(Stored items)
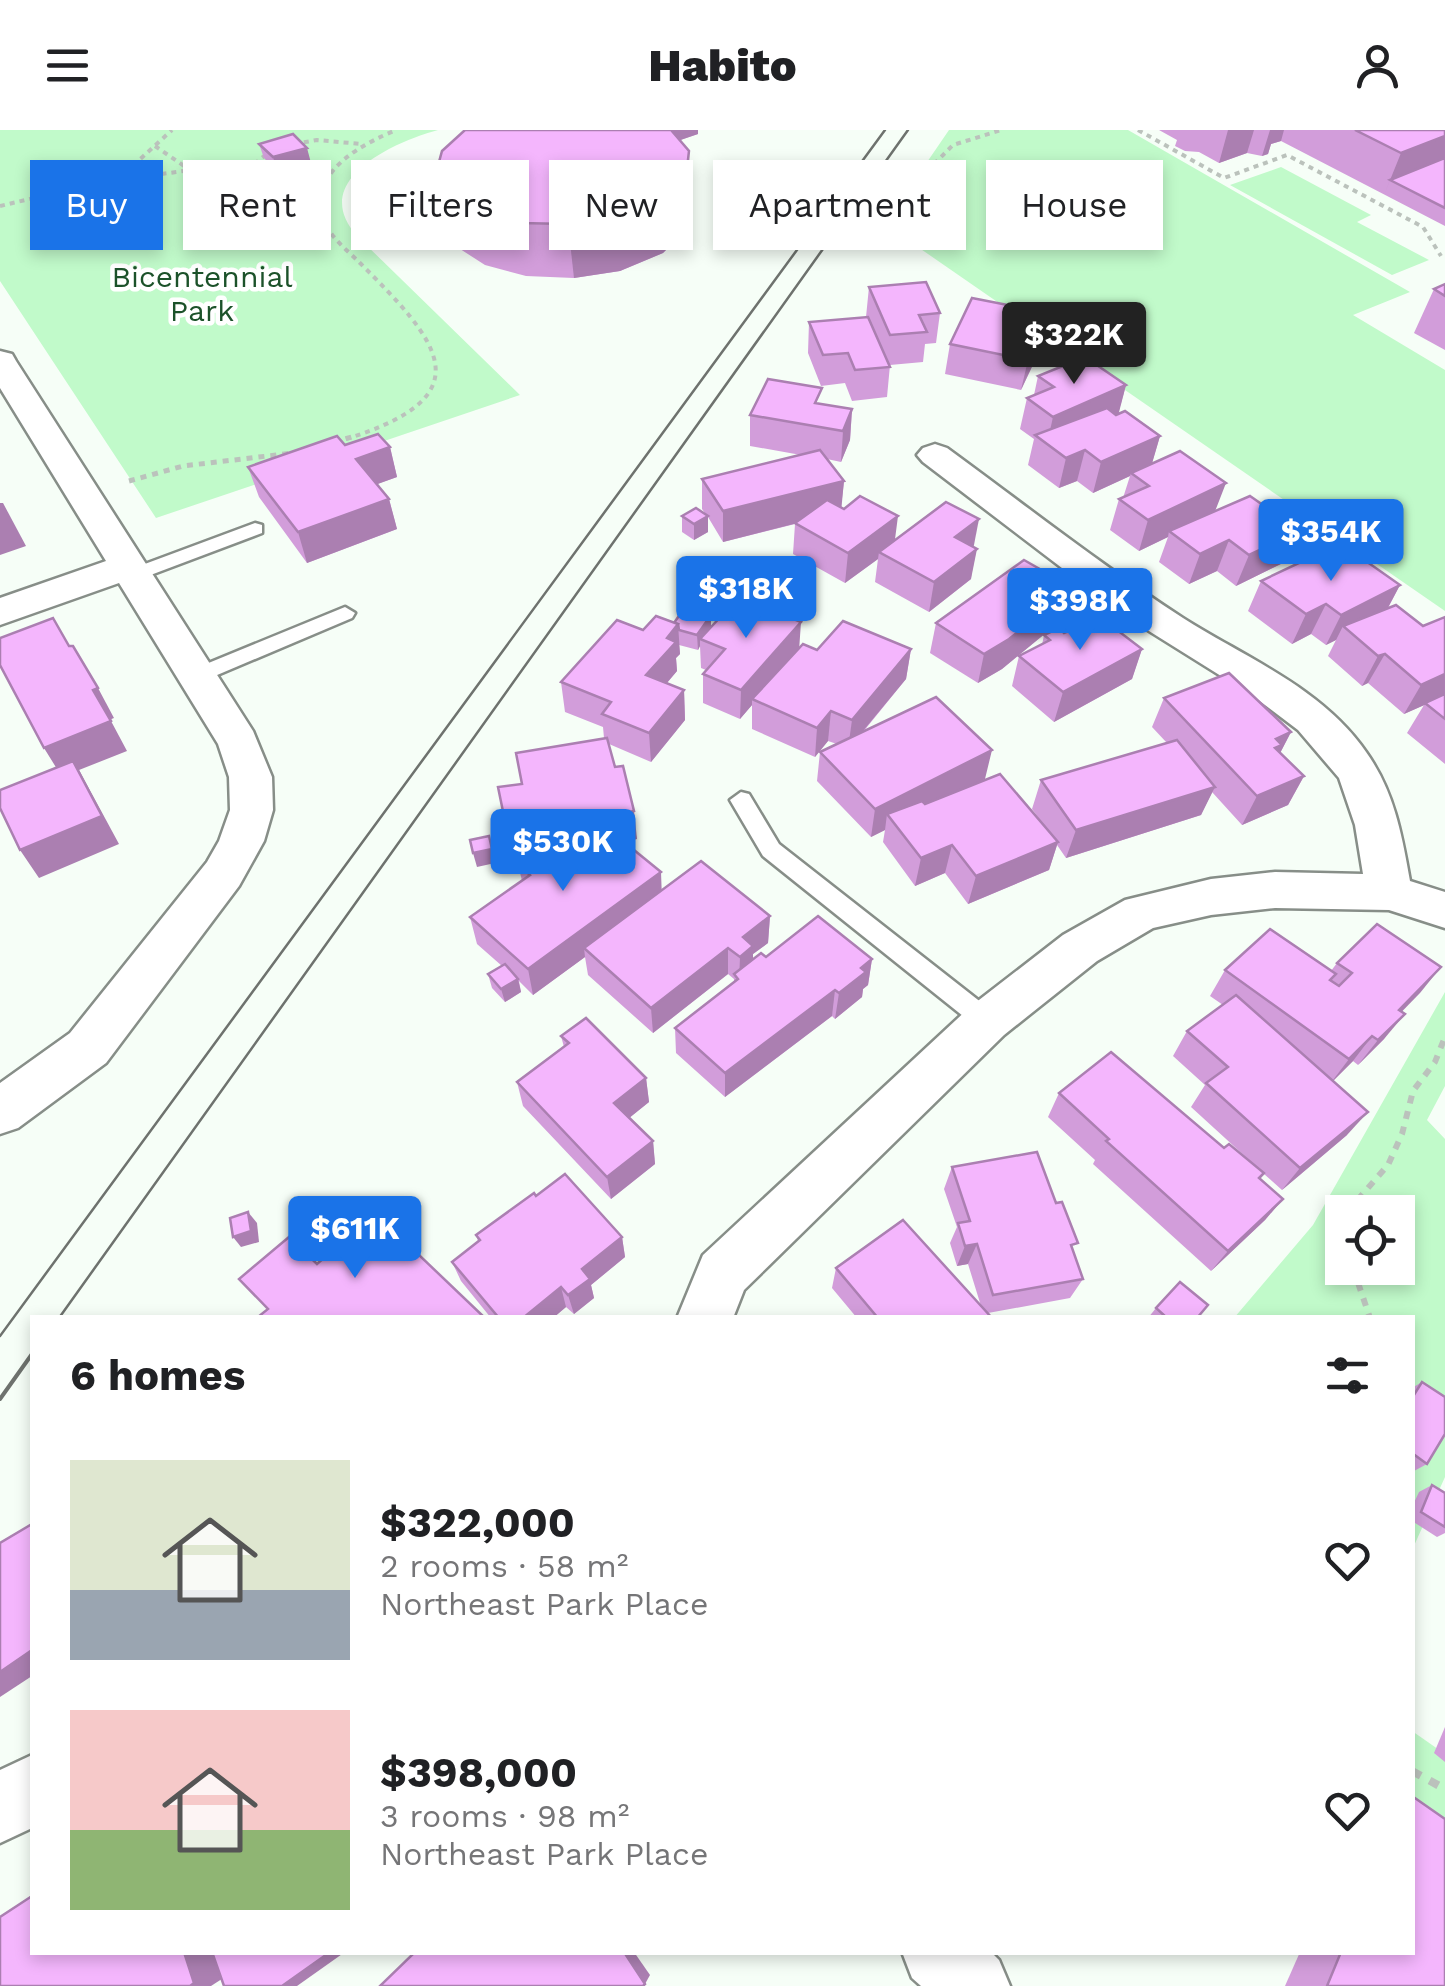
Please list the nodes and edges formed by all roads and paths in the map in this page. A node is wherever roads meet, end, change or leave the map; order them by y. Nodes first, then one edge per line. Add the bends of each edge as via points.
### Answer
1 (172, 130) edge
2 (396, 130) edge
3 (1001, 130) edge
4 (1138, 130) edge
5 (292, 136) edge
6 (293, 144) junction
7 (363, 144) junction
8 (155, 146) junction
9 (284, 147) edge
10 (274, 150) edge
11 (139, 160) edge
12 (256, 160) edge
13 (938, 160) edge
14 (183, 165) edge
15 (331, 173) edge
16 (30, 199) edge
17 (0, 206) edge
18 (331, 232) edge
19 (1441, 256) dead end
20 (0, 361) edge
21 (327, 444) edge
22 (296, 452) edge
23 (934, 454) dead end
24 (122, 483) dead end
25 (254, 530) dead end
26 (130, 571) junction
27 (0, 612) edge
28 (345, 613) dead end
29 (196, 676) junction
30 (741, 800) dead end
31 (1389, 892) junction
32 (1445, 910) edge
33 (988, 1021) junction
34 (1445, 1037) edge
35 (0, 1112) edge
36 (1362, 1195) edge
37 (1359, 1285) edge
38 (706, 1315) edge
39 (1369, 1315) edge
40 (1415, 1773) edge
41 (1445, 1789) edge
42 (30, 1790) edge
43 (0, 1809) edge
44 (941, 1955) edge
45 (973, 1986) edge

1 - 8 path
2 - 7 path
3 - 13 path via 953,145
4 - 19 path via 1224,178 1287,156 1423,228
5 - 6 path
6 - 7 path
6 - 9 path
7 - 15 path
8 - 11 path
8 - 14 path
10 - 12 path
16 - 17 path
18 - 21 path via 417,323 437,356 438,380 423,400 392,420
20 - 26 street
22 - 24 path via 183,466
23 - 31 street via 1173,630 1308,716 1350,760 1374,802
25 - 26 lane
26 - 27 street
26 - 29 street
28 - 29 lane
29 - 35 street via 249,763 254,784 241,846 88,1048
30 - 33 lane via 772,850
31 - 32 street
31 - 33 street via 1275,890 1141,914 1080,948
33 - 38 street via 723,1273
34 - 36 path via 1413,1091 1388,1165
37 - 39 path
40 - 41 path
42 - 43 street
44 - 45 street

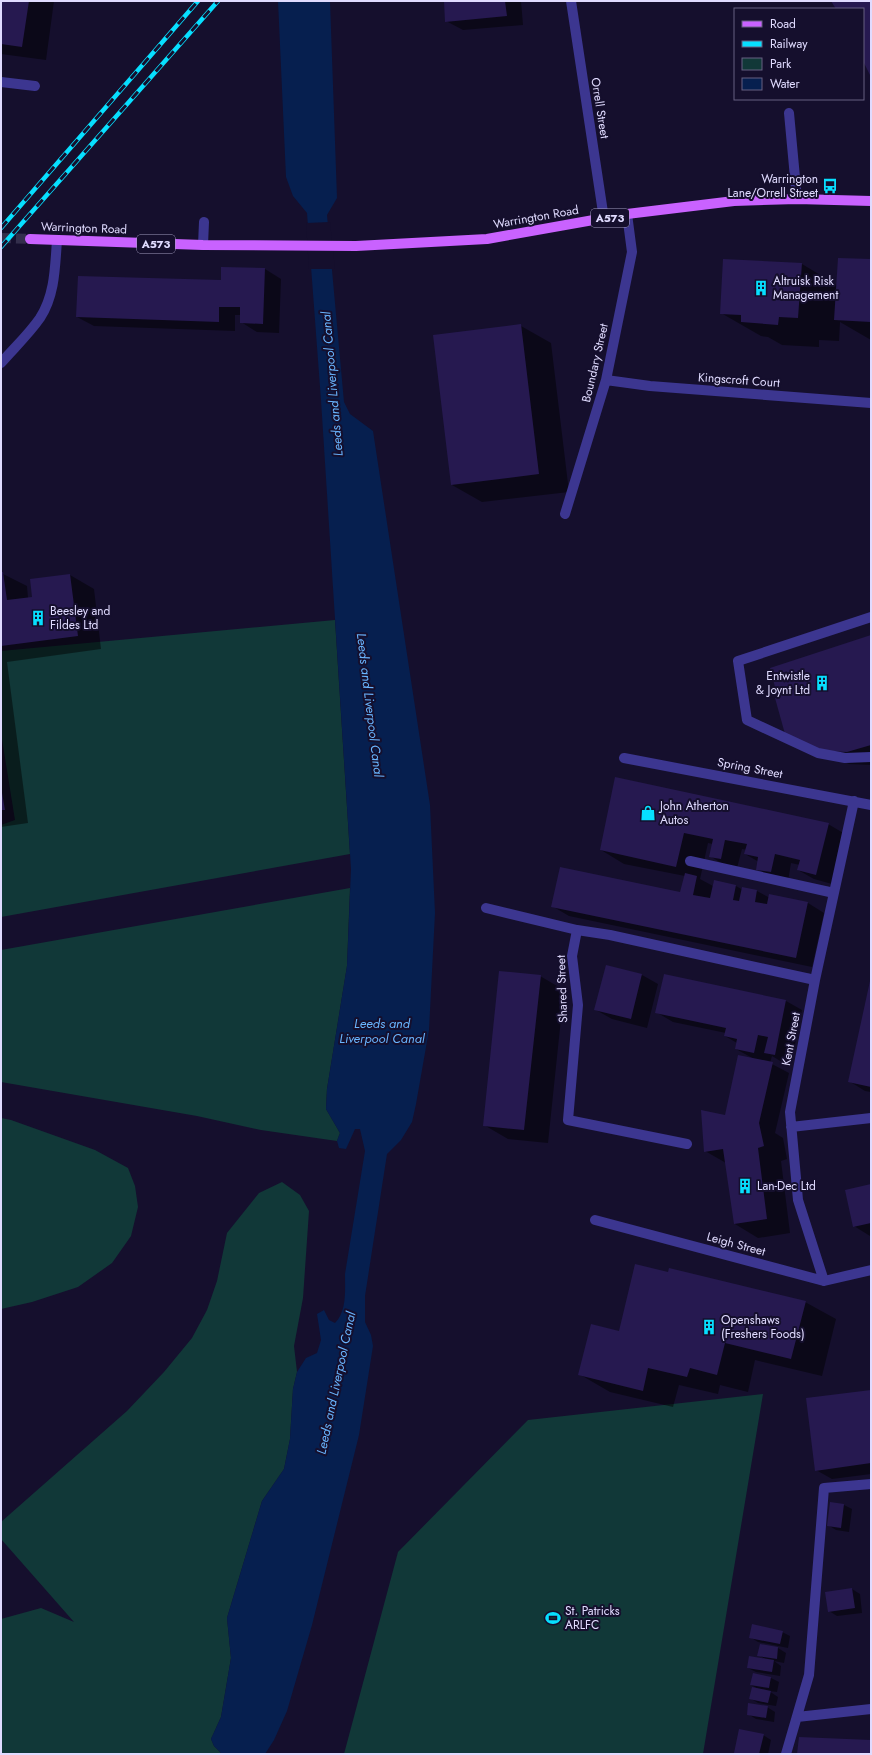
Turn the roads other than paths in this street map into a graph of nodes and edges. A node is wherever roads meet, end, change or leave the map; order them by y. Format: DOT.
graph roads {
  1 [pos="571,1"];
  2 [pos="1,82"];
  3 [pos="34,86"];
  4 [pos="789,112"];
  5 [pos="797,199"];
  6 [pos="871,201"];
  7 [pos="627,214"];
  8 [pos="604,219"];
  9 [pos="204,222"];
  10 [pos="30,239"];
  11 [pos="57,240"];
  12 [pos="202,245"];
  13 [pos="1,363"];
  14 [pos="606,380"];
  15 [pos="871,403"];
  16 [pos="566,514"];
  17 [pos="871,617"];
  18 [pos="871,757"];
  19 [pos="624,758"];
  20 [pos="854,801"];
  21 [pos="871,805"];
  22 [pos="690,861"];
  23 [pos="834,893"];
  24 [pos="486,908"];
  25 [pos="577,930"];
  26 [pos="815,980"];
  27 [pos="871,1118"];
  28 [pos="792,1127"];
  29 [pos="687,1144"];
  30 [pos="595,1220"];
  31 [pos="871,1270"];
  32 [pos="824,1281"];
  33 [pos="871,1484"];
  34 [pos="871,1709"];
  35 [pos="797,1717"];
  36 [pos="786,1754"];
  1 -- 8 [label="street, Orrell Street"];
  2 -- 3 [label="street"];
  4 -- 5 [label="street"];
  5 -- 6 [label="main road, Warrington Road / A573"];
  5 -- 7 [label="main road, Warrington Road / A573"];
  7 -- 8 [label="main road, Warrington Road / A573"];
  7 -- 14 [label="street, Boundary Street"];
  8 -- 12 [label="main road, Warrington Road / A573"];
  9 -- 12 [label="street"];
  10 -- 11 [label="main road, Warrington Road / A573"];
  11 -- 12 [label="main road, Warrington Road / A573"];
  11 -- 13 [label="street"];
  14 -- 15 [label="street, Kingscroft Court"];
  14 -- 16 [label="street, Boundary Street"];
  17 -- 18 [label="street"];
  19 -- 20 [label="street, Spring Street"];
  20 -- 21 [label="street, Spring Street"];
  20 -- 23 [label="street, Kent Street"];
  22 -- 23 [label="street"];
  23 -- 26 [label="street, Kent Street"];
  24 -- 25 [label="street"];
  25 -- 26 [label="street"];
  25 -- 29 [label="street, Shared Street"];
  26 -- 28 [label="street, Kent Street"];
  27 -- 28 [label="street"];
  28 -- 32 [label="street, Kent Street"];
  30 -- 32 [label="street, Leigh Street"];
  31 -- 32 [label="street, Leigh Street"];
  33 -- 35 [label="street"];
  34 -- 35 [label="street"];
  35 -- 36 [label="street"];
}
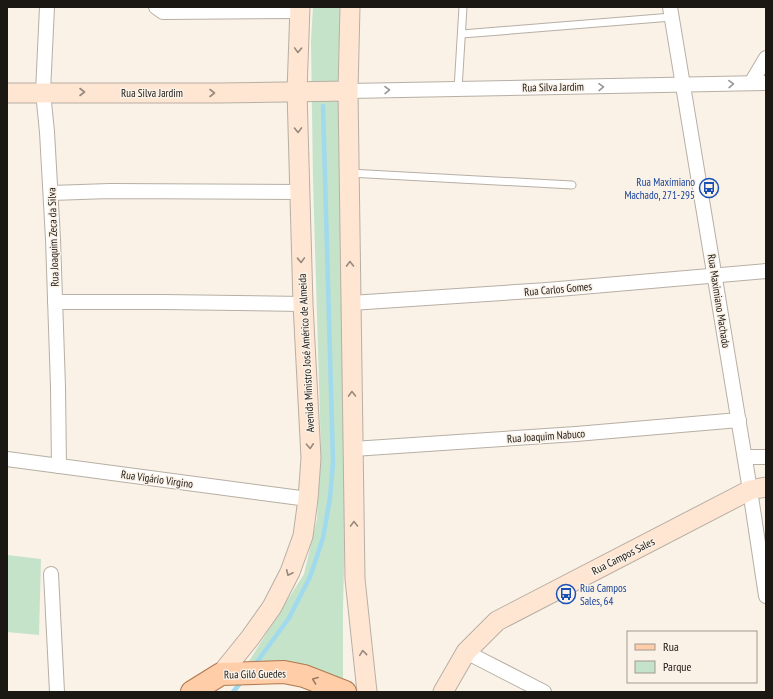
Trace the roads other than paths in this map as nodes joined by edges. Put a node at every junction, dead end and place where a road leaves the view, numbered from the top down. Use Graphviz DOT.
graph roads {
  1 [pos="46,7"];
  2 [pos="350,7"];
  3 [pos="464,7"];
  4 [pos="157,8"];
  5 [pos="227,9"];
  6 [pos="300,9"];
  7 [pos="671,12"];
  8 [pos="462,34"];
  9 [pos="766,58"];
  10 [pos="751,83"];
  11 [pos="766,83"];
  12 [pos="683,85"];
  13 [pos="458,89"];
  14 [pos="344,90"];
  15 [pos="300,91"];
  16 [pos="43,92"];
  17 [pos="7,93"];
  18 [pos="349,173"];
  19 [pos="572,185"];
  20 [pos="299,192"];
  21 [pos="51,193"];
  22 [pos="766,271"];
  23 [pos="715,276"];
  24 [pos="55,302"];
  25 [pos="351,303"];
  26 [pos="302,304"];
  27 [pos="739,420"];
  28 [pos="353,449"];
  29 [pos="745,457"];
  30 [pos="766,457"];
  31 [pos="7,459"];
  32 [pos="59,466"];
  33 [pos="758,489"];
  34 [pos="308,499"];
  35 [pos="51,574"];
  36 [pos="766,596"];
  37 [pos="466,652"];
  38 [pos="221,674"];
  39 [pos="57,692"];
  40 [pos="192,692"];
  41 [pos="345,692"];
  42 [pos="367,692"];
  43 [pos="443,692"];
  44 [pos="544,692"];
  1 -- 16 [label="street, Rua Joaquim Zeca da Silva"];
  2 -- 14 [label="street"];
  3 -- 8 [label="lane"];
  4 -- 5 [label="street"];
  5 -- 6 [label="street"];
  6 -- 15 [label="street, Avenida Ministro José Américo de Almeida, one-way"];
  7 -- 8 [label="lane"];
  7 -- 12 [label="street, Rua Maximiano Machado"];
  8 -- 13 [label="lane"];
  9 -- 10 [label="street"];
  10 -- 11 [label="street, Rua Silva Jardim"];
  12 -- 10 [label="street, Rua Silva Jardim, one-way"];
  13 -- 12 [label="street, Rua Silva Jardim, one-way"];
  12 -- 23 [label="street, Rua Maximiano Machado"];
  14 -- 13 [label="street, Rua Silva Jardim, one-way"];
  14 -- 15 [label="street, Rua Silva Jardim"];
  14 -- 18 [label="street"];
  16 -- 15 [label="street, Rua Silva Jardim, one-way"];
  15 -- 20 [label="street, Avenida Ministro José Américo de Almeida, one-way"];
  16 -- 17 [label="street, Rua Silva Jardim"];
  16 -- 21 [label="street, Rua Joaquim Zeca da Silva"];
  18 -- 19 [label="lane"];
  25 -- 18 [label="street, one-way"];
  20 -- 21 [label="street"];
  20 -- 26 [label="street, Avenida Ministro José Américo de Almeida, one-way"];
  21 -- 24 [label="street, Rua Joaquim Zeca da Silva"];
  22 -- 23 [label="street, Rua Carlos Gomes"];
  23 -- 25 [label="street, Rua Carlos Gomes"];
  23 -- 27 [label="street, Rua Maximiano Machado"];
  24 -- 26 [label="street"];
  24 -- 32 [label="street, Rua Joaquim Zeca da Silva"];
  28 -- 25 [label="street, one-way"];
  26 -- 34 [label="street, Avenida Ministro José Américo de Almeida, one-way"];
  27 -- 28 [label="street, Rua Joaquim Nabuco"];
  27 -- 29 [label="street, Rua Maximiano Machado"];
  42 -- 28 [label="street, one-way"];
  29 -- 30 [label="street"];
  29 -- 33 [label="street, Rua Maximiano Machado"];
  31 -- 32 [label="street, Rua Vigário Virgino"];
  32 -- 34 [label="street, Rua Vigário Virgino"];
  33 -- 36 [label="street, Rua Maximiano Machado"];
  33 -- 37 [label="street, Rua Campos Sales"];
  34 -- 38 [label="street, Avenida Ministro José Américo de Almeida, one-way"];
  35 -- 39 [label="street"];
  37 -- 43 [label="street, Rua Campos Sales"];
  37 -- 44 [label="street"];
  38 -- 40 [label="main road, Rua Giló Guedes"];
  41 -- 38 [label="main road, Rua Giló Guedes, one-way"];
}
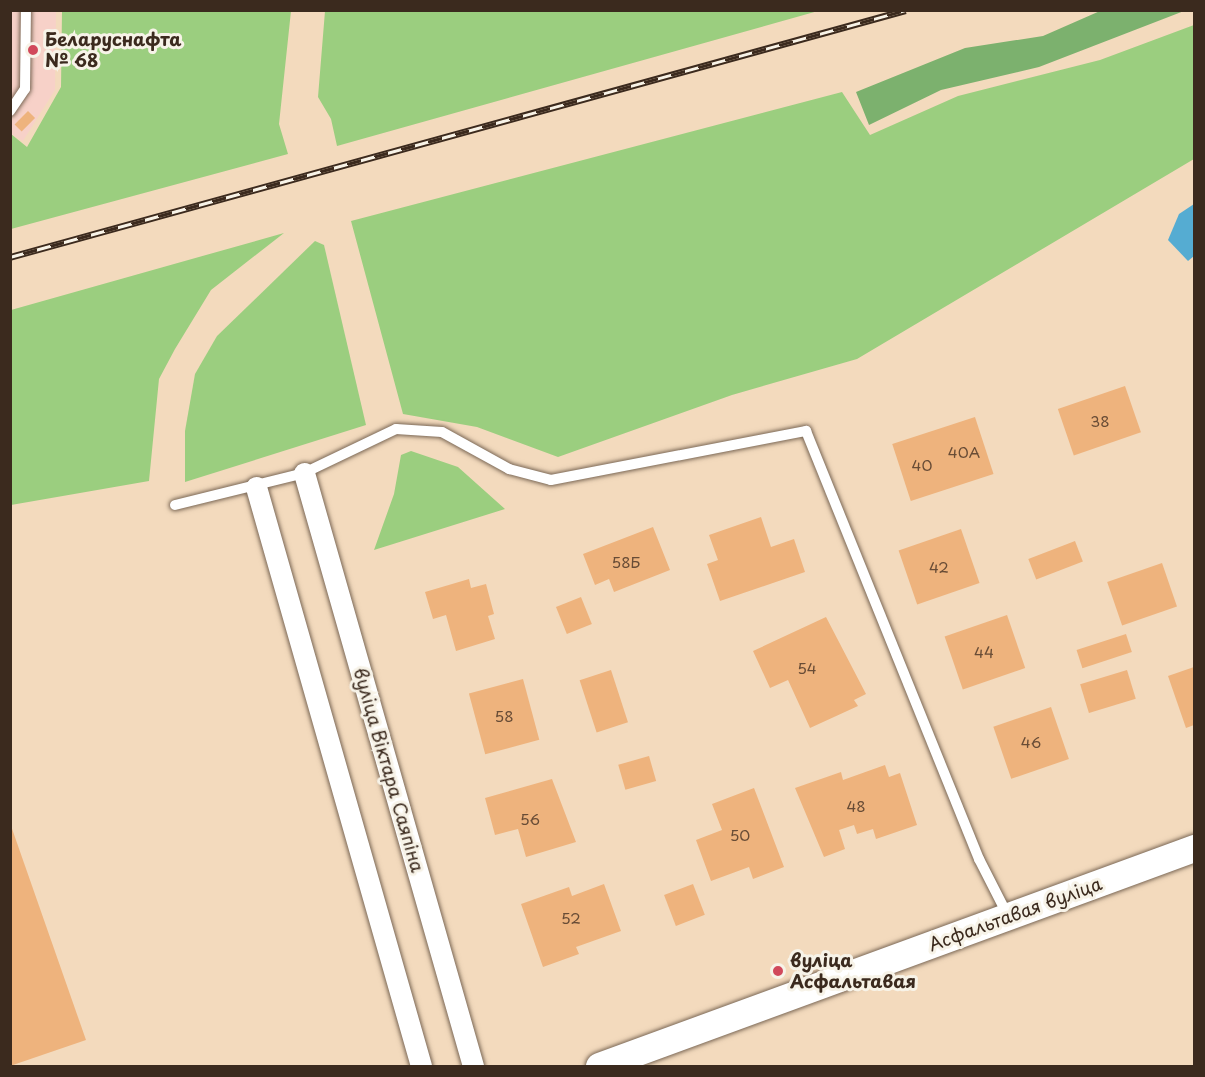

## Instructions to follow
Scan the records for the word "Campos". Copy each line where it turns up.

## Response box
  33 -- 37 [label="street, Rua Campos Sales"];
  37 -- 43 [label="street, Rua Campos Sales"];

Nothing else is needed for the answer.